Eliot’s Gripping Crustaceans: A Closer Look at JML 45.3
By Rachel Murray, author of “Things that Cling: Marine Attachments in Eliot,” now available for free on Project Muse.
I first became gripped by T.S. Eliot’s crustaceans around the time I noticed that they were gripping him. There was the scuttling sea-dweller in “The Love Song of J. Alfred Prufrock,” whose existence is a source of longing for the speaker: “I should have been a pair of ragged claws,” (Poems 7) he remarks wistfully. There were the crustaceans that Eliot marked out in his copy of Darwin’s The Descent of Man (1871), equipped with large “hook-like” appendages for “laying hold” and for being “most securely held” (309). And there was the venerable crustacean in “Rhapsody on a Windy Night”: “An old crab with barnacles on his back, / Gripped the end of a stick which I held him” (Poems 19). The crab’s act of gripping has often been interpreted as a mechanical gesture akin to the “automatic hand” (19) of the blank-eyed child retrieving the escaped toy lines earlier. Indeed, Eliot’s crustaceans are commonly understood to be somewhat deathly, machine-like figures scuttling mindlessly through silent seas. Reading this passage though, I was struck by something surprisingly tender in the speaker’s recollection of the “old crab” —an adjective that implies affection as well as age. The curious syntax of the phrase “which I held him,” seemed, to my eye at least, to turn the act of holding something out to the crab into a state of being held by him. Hinting at a form of physical, and potentially queer, intimacy, the memory of the crab held a powerful affective charge that appeared at odds with the creature’s supposedly deathly symbolism.

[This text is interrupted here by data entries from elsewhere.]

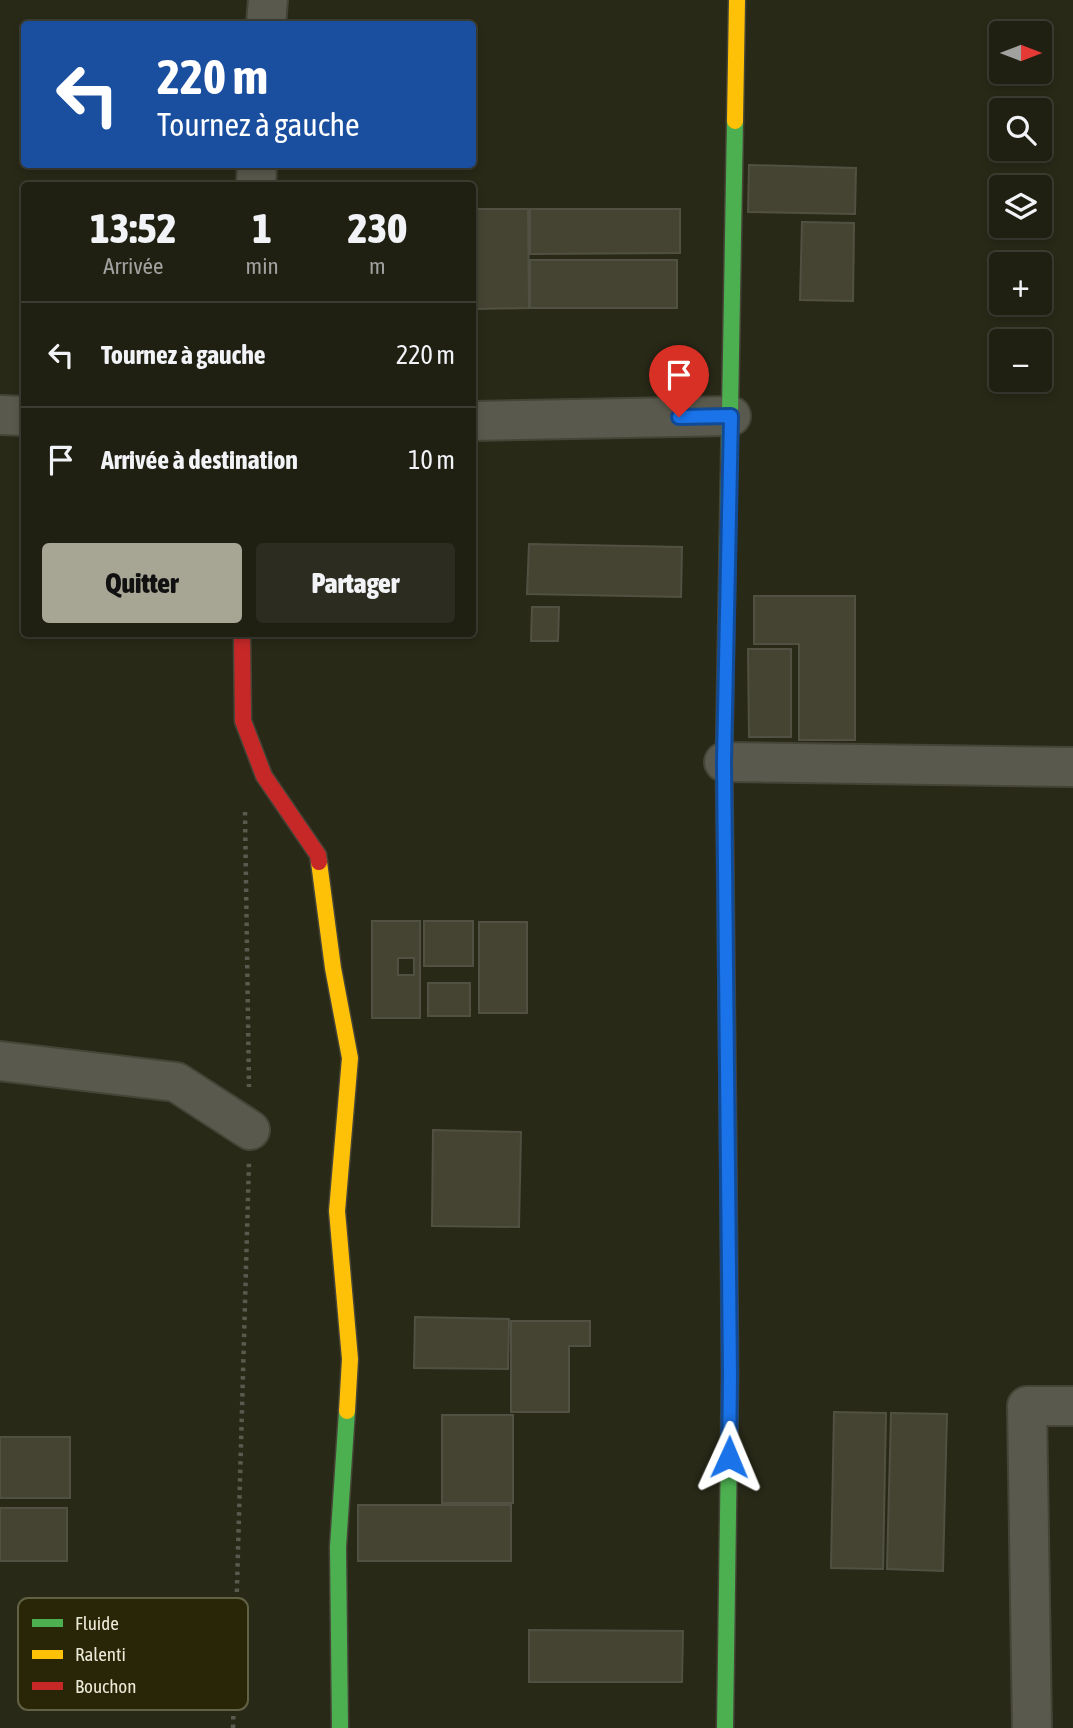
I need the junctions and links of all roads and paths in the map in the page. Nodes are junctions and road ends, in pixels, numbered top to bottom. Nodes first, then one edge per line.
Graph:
1 (268, 0) edge
2 (737, 0) edge
3 (266, 21) edge
4 (0, 415) edge
5 (21, 416) edge
6 (731, 416) junction
7 (476, 421) edge
8 (242, 637) edge
9 (724, 762) junction
10 (1073, 767) edge
11 (245, 803) dead end
12 (0, 1061) edge
13 (250, 1130) junction
14 (1073, 1406) edge
15 (237, 1598) edge
16 (234, 1710) edge
17 (233, 1728) edge
18 (340, 1728) edge
19 (725, 1728) edge
20 (1032, 1728) edge

1 - 3 street
2 - 6 street
4 - 5 street
6 - 7 street
6 - 9 street
8 - 18 street
9 - 10 street
9 - 19 street
11 - 13 path
12 - 13 street
13 - 15 path
14 - 20 street
16 - 17 path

As I continued my reading, it became apparent that the “depths of feeling” (CP4 688) surrounding Eliot’s crustaceans extended to other forms of marine life—particularly creatures that grip or cling on to their surroundings. In “Things that Cling,” I argue that images of marine life in Eliot evoke a form of attachment “to self and to things and to persons” (Poems 205) that complicates the author’s reputation as a poet of detachment. At times, they even undermine the author’s own articulation of this aesthetic stance. In a 1917 letter to Mary Hutchinson, Eliot argues that a writer should remain “perfectly cool and detached,” before introducing the analogy of a “person who has dived very deep and comes up holding firmly some hitherto unseen submarine creature” (L1 220). This image of the writer as a quasi-scientific figure confidently grasping some new aspect of the world inadvertently calls to mind something like the opposite phenomenon: the submarine creature may have been torn from the depths, but it is now “firmly” attached to the person who returns with it. The analogy of the diver is consistent with the dynamics of attachment in Eliot’s writing more generally, as the attempt to gain a firm grasp, or mastery over the surrounding world gives way to a deeper recognition of the value of being gripped and held by some “hitherto unseen” aspect of it.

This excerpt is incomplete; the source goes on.